*DIRECTIONS*:
Count every line in the data below where the word "hand" appears, then state only that count.

[Landmark coordinate records]
-- -- --
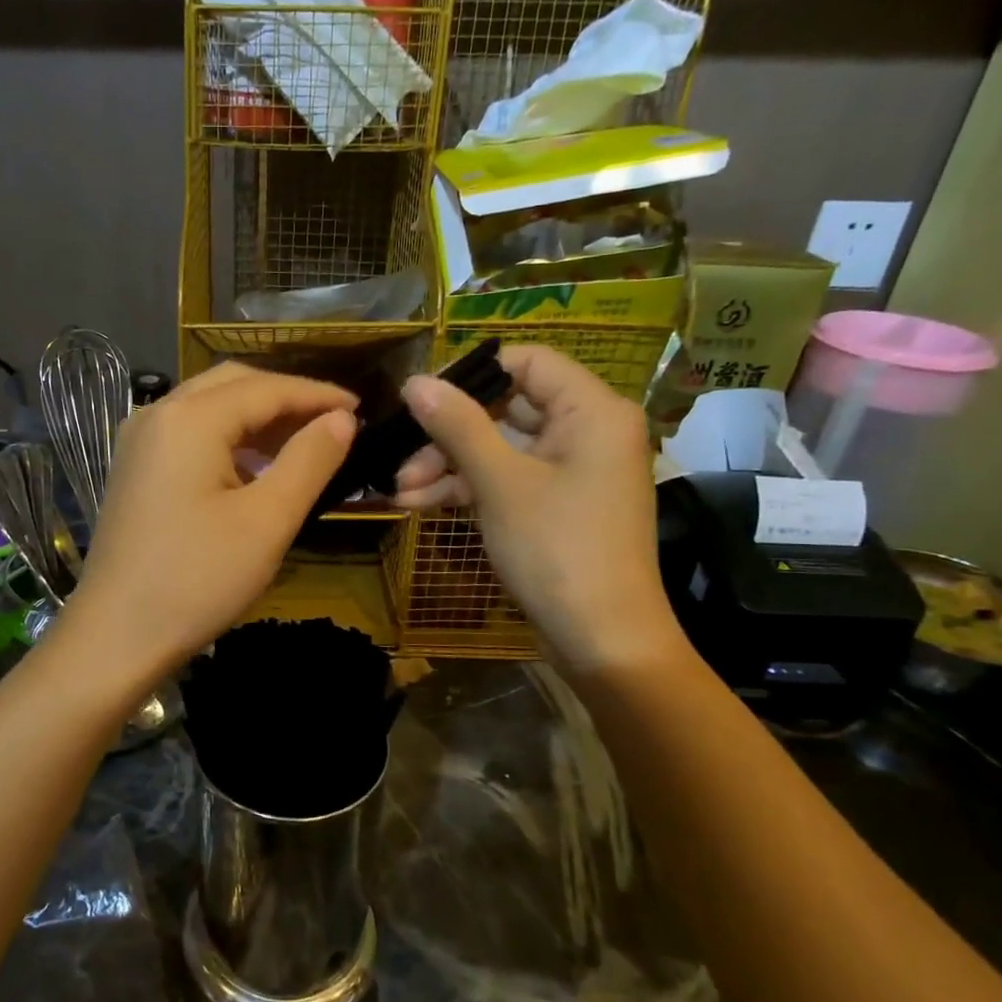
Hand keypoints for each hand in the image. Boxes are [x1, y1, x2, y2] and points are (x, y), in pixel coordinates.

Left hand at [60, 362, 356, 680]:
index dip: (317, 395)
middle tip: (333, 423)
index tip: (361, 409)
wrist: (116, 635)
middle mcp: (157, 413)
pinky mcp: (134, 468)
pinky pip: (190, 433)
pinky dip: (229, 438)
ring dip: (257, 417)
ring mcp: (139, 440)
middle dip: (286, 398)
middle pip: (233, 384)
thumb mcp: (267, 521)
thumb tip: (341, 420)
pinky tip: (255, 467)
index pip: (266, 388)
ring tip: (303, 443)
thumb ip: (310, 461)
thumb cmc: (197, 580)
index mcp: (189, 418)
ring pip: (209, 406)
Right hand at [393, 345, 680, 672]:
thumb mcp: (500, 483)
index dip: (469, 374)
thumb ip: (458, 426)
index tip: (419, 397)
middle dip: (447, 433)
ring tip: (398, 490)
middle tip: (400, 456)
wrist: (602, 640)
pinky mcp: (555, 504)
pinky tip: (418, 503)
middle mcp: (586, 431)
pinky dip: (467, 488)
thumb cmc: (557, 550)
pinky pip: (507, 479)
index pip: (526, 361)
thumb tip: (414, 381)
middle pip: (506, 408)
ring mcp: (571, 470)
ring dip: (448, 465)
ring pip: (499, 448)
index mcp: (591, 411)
-- -- --
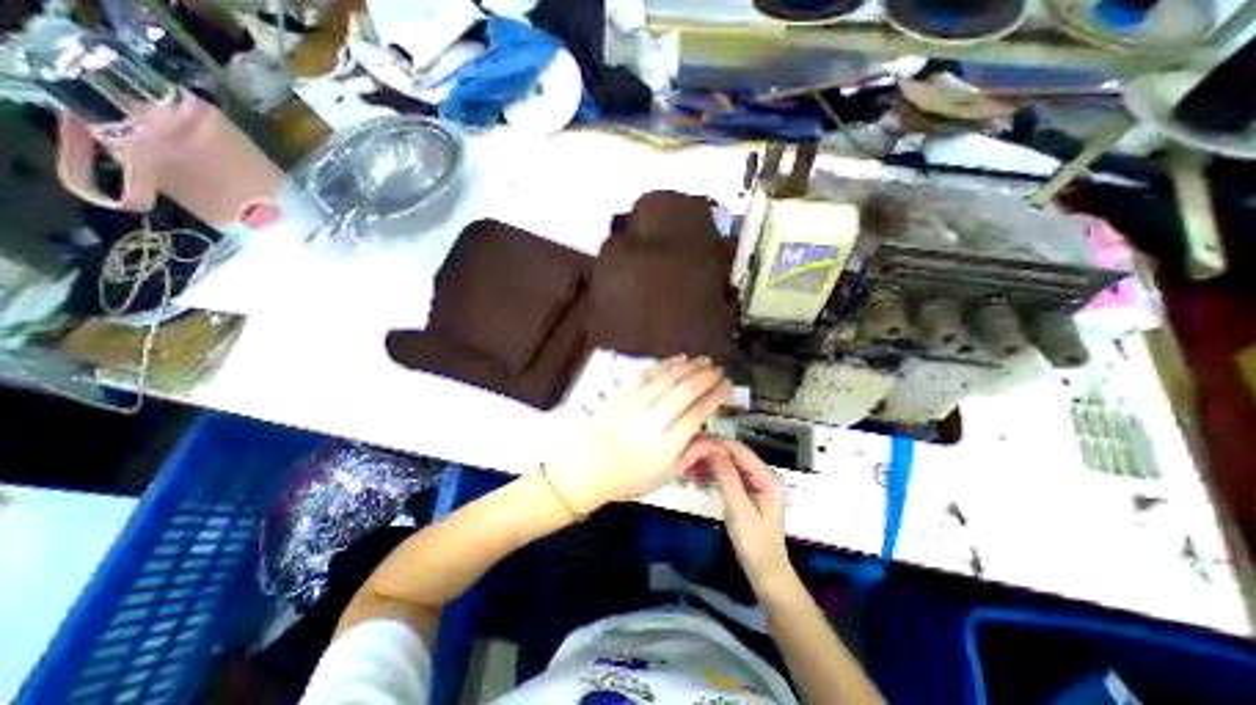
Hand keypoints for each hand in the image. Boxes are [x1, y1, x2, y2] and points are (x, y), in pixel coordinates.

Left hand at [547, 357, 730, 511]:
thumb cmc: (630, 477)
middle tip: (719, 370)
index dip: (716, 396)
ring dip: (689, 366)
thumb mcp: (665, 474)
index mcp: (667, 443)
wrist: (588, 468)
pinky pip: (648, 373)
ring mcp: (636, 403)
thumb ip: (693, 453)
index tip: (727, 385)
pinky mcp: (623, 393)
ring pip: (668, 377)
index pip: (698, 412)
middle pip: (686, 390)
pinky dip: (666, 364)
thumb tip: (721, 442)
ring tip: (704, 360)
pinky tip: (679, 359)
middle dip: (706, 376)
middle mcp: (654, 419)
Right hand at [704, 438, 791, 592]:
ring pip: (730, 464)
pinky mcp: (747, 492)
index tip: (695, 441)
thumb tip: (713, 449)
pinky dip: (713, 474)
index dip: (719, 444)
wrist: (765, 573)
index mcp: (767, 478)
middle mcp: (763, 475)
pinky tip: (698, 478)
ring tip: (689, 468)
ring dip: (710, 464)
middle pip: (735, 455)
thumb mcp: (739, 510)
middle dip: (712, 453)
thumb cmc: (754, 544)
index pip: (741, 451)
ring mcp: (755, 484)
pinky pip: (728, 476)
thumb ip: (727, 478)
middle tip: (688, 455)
-- -- --
*EXERCISE RESULT*:
6